With her aching feet propped up on a footstool, Lady Skeffington sat in blissful silence in the salon of their small rented London house. On the opposite side of the room, her husband read the Times, his gouty foot propped up on another footstool. “Listen to how quiet it is,” she said, tipping her head to the side, her expression blissful. “Miss Bromleigh has taken the children for ice cream. They will return at any moment, and all I can think about is how nice it is to have them gone.”

“Yes, my dove,” her husband replied without missing a word of text.

She was about to continue that topic when their footman, who doubled as coachman and also butler, intruded on the solitude, a missive in his outstretched hand. “If this is another notice about our rent—” she began, then her fingers registered the extraordinary thickness of the heavy cream paper in her hand, and she turned it over, staring at the seal embedded in the wax. “Skeffington,” she breathed, “I think—I am almost certain—we have just received our first important invitation—”

“Yes, my dove.”

She broke the seal, unfolded the note, and her mouth dropped open as she beheld the gold crest at the top of the parchment. Her hands began to shake as she read each word, and she stood up as excitement flowed through her shaking limbs. “Claymore!” she uttered in awe, her free hand clutching her chest, where her heart was beginning to thunder. “We have been invited . . . to Claymore!”

“Yes, my dove.”

“The Duke and Duchess of Claymore request the honor of our company at a small party to celebrate the birthday of their son. And—” Lady Skeffington paused to reach out for her hartshorn on the table, before she could continue, “the Duchess of Claymore has written me a note in her own hand. She says she is sorry that she did not have the pleasure of making our acquaintance during the Season, but is hoping to remedy that at . . . Claymore . . .” She stopped for a dose of hartshorn before she continued. “ . . . in three weeks. And we are to bring the children. How does that sound to you?”

“Devilish queer.”

She pressed the invitation to her ample bosom, her voice a reverent whisper. “Skeffington, do you

know what this means?” she breathed.

“Yes, my dove. It means we have received an invitation intended for someone else.”

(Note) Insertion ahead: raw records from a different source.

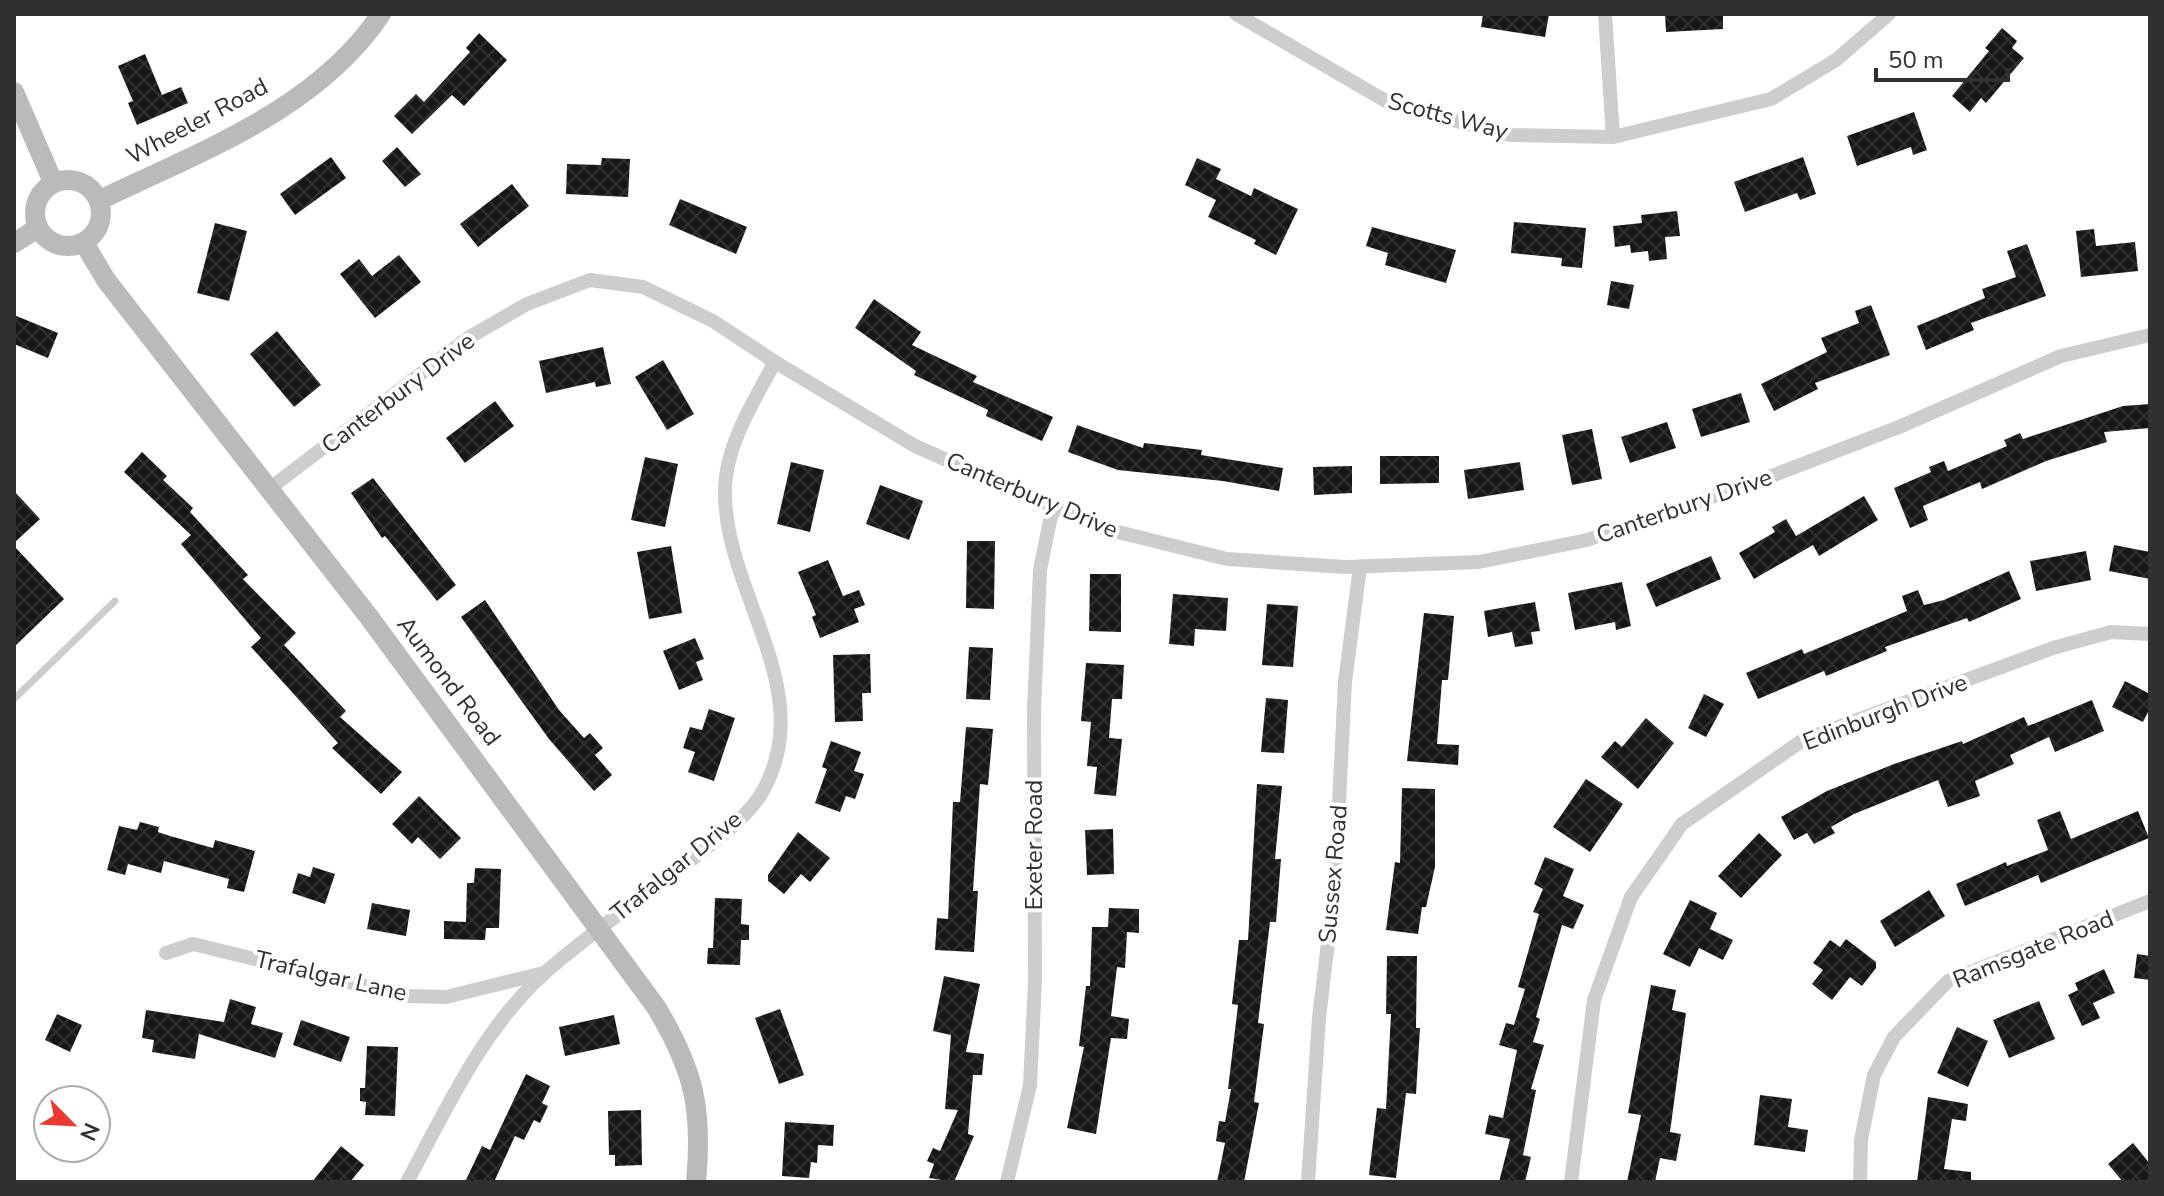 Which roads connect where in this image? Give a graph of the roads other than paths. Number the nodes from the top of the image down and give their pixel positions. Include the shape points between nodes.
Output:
1 (381, 14) edge
2 (1236, 14) edge
3 (1605, 14) edge
4 (1889, 14) edge
5 (14, 92) edge
6 (1613, 137) junction
7 (53, 182) junction
8 (100, 200) junction
9 (38, 228) junction
10 (14, 243) edge
11 (84, 243) junction
12 (2150, 335) edge
13 (775, 362) junction
14 (269, 489) junction
15 (1053, 506) junction
16 (1360, 567) junction
17 (115, 601) dead end
18 (2150, 634) edge
19 (14, 699) edge
20 (2150, 901) edge
21 (599, 928) junction
22 (166, 953) dead end
23 (544, 973) junction
24 (407, 1182) edge
25 (696, 1182) edge
26 (1007, 1182) edge
27 (1308, 1182) edge
28 (1571, 1182) edge
29 (1860, 1182) edge

1 - 8 street, Wheeler Road via 319,82 262,120
2 - 6 street, Scotts Way via 1391,104 1510,135
3 - 6 street
4 - 6 street, Scotts Way via 1836,60 1771,99
5 - 7 street
7 - 8 street via 75,180
7 - 9 street via 35,207
8 - 11 street via 98,229
9 - 10 street
9 - 11 street via 63,246
11 - 14 street, Aumond Road via 106,280
12 - 16 street, Canterbury Drive via 2061,356 1858,443 1587,540 1479,562
13 - 14 street, Canterbury Drive via 713,321 643,287 590,280 527,304 468,338
13 - 15 street, Canterbury Drive via 915,446
13 - 21 street, Trafalgar Drive via 733,452 725,490 749,601 773,658 781,701 777,750 764,791 728,830
14 - 21 street, Aumond Road
15 - 16 street, Canterbury Drive via 1098,527 1227,559
15 - 26 street, Exeter Road via 1040,570 1034,711 1030,1085
16 - 27 street, Sussex Road via 1345,682 1335,884
17 - 19 lane
18 - 28 street, Edinburgh Drive via 2111,632 2053,648 1803,740 1682,824 1631,897 1594,1000
20 - 29 street, Ramsgate Road via 1948,981 1894,1037 1874,1075 1861,1140
21 - 23 street, Trafalgar Drive
21 - 25 street, Aumond Road via 683,1051 700,1142
22 - 23 street, Trafalgar Lane via 193,944 406,996 446,997
23 - 24 street, Trafalgar Drive via 497,1022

Lady Skeffington whitened at the possibility, snatched the paper from her chest, reread it, and shook her head. “No, it is directed to us, right there—look.”

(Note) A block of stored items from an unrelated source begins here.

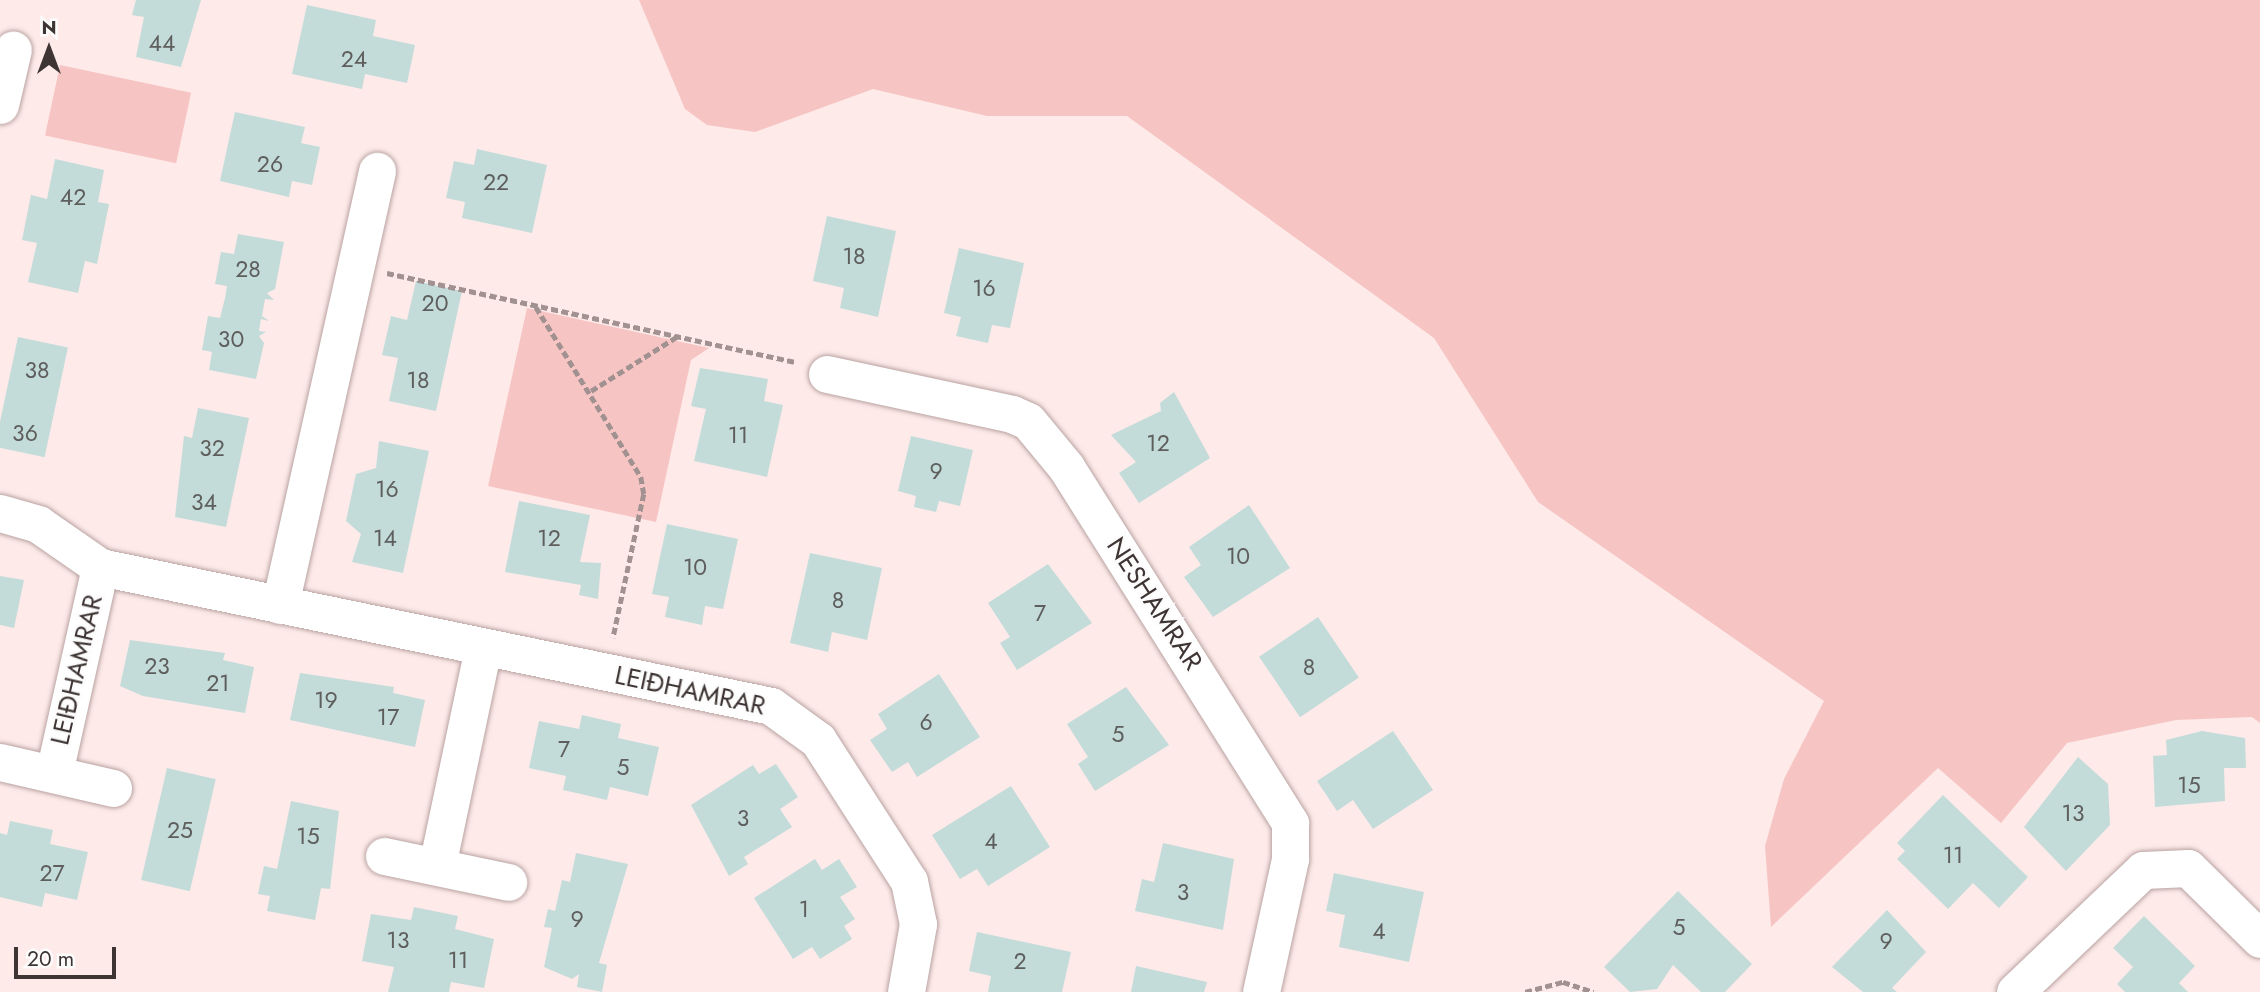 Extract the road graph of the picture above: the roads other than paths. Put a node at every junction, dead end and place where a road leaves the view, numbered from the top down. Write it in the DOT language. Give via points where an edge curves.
graph roads {
  1 [pos="13,49"];
  2 [pos="0,105"];
  3 [pos="377,171"];
  4 [pos="827,374"];
  5 [pos="0,513"];
  6 [pos="100,567"];
  7 [pos="280,605"];
  8 [pos="483,648"];
  9 [pos="0,762"];
  10 [pos="54,773"];
  11 [pos="114,788"];
  12 [pos="384,856"];
  13 [pos="437,866"];
  14 [pos="508,882"];
  15 [pos="2260,939"];
  16 [pos="2023,989"];
  17 [pos="906,992"];
  18 [pos="1261,992"];
  1 -- 2 [label="street"];
  3 -- 7 [label="street"];
  4 -- 18 [label="street, NESHAMRAR" via="1012,414 1028,421 1066,467 1290,823 1290,859"];
  5 -- 6 [label="street, LEIÐHAMRAR" via="38,524"];
  6 -- 7 [label="street, LEIÐHAMRAR"];
  6 -- 10 [label="street, LEIÐHAMRAR"];
  7 -- 8 [label="street, LEIÐHAMRAR"];
  8 -- 13 [label="street"];
  8 -- 17 [label="street, LEIÐHAMRAR" via="771,706 818,740 909,881 918,924"];
  9 -- 10 [label="street, LEIÐHAMRAR"];
  10 -- 11 [label="street, LEIÐHAMRAR"];
  12 -- 13 [label="street"];
  13 -- 14 [label="street"];
  15 -- 16 [label="street" via="2188,868 2154,867 2143,870"];
}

His attention finally drawn away from the Times, Sir John took the note from her outstretched hand and read it, his expression going from disbelief to smug satisfaction. “I told you there was no need to hare all over London hither, thither, and yon, hoping for invitations. This letter would have found us had we stayed right at home in Blintonfield, where we belong.”

“Oh, this is not merely an invitation!” she said, her voice gaining girlish strength. “This means a great deal more than that!”

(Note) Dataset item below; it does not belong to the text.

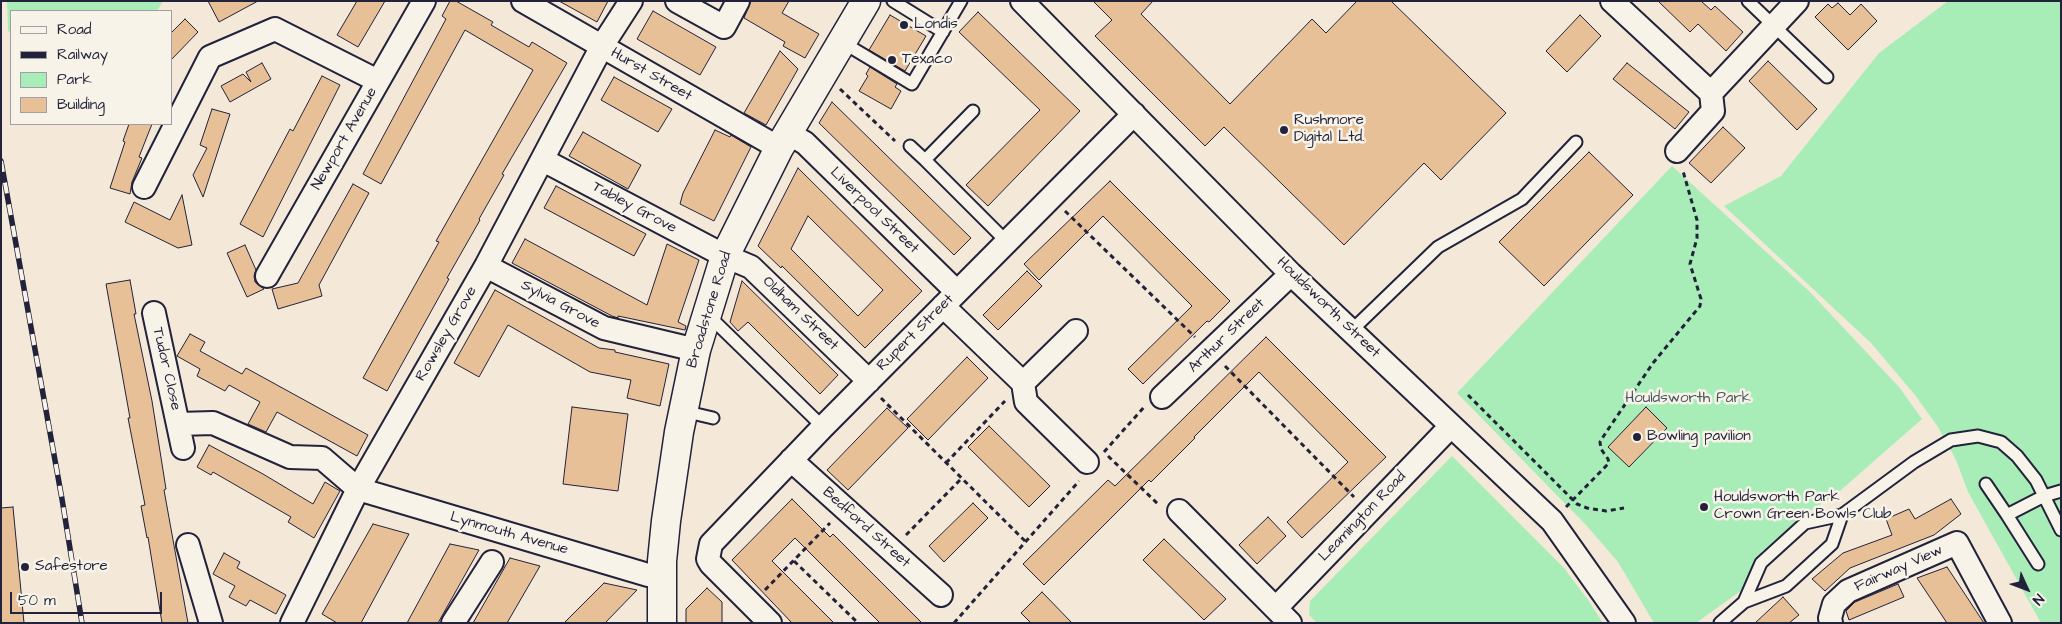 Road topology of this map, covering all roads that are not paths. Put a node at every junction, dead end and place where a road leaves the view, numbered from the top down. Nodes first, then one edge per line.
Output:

He picked his paper back up. “How so?”

“This has to do with Julianna.”

The paper lowered a scant inch, and his eyes, red-rimmed from a pronounced fondness for Madeira, appeared over the top. “Julianna? How so?”

“Think, Skeffington, think! Julianna has been in London all Season, and though we could never get her vouchers to Almack’s or anywhere else where she’d be seen by the best people, I did insist she stroll in Green Park each day. I was very regular about it, and we saw him there one day. He looked straight at Julianna, and I thought then . . . I thought, Yes, he sees her. And that is why we have received an invitation to Claymore. He noticed how lovely she is and has spent all this time searching for her and thinking of a way to bring her into his company.”

“Rotten way for him to go about it—having his own wife send the invitation for him. I can’t say I approve. Smacks of bad taste.”

She rounded on him in dismayed disbelief. “What? Whatever are you talking about?”

“Our daughter and Claymore.”

“The duke?” she cried in frustration. “I want her to have Langford!”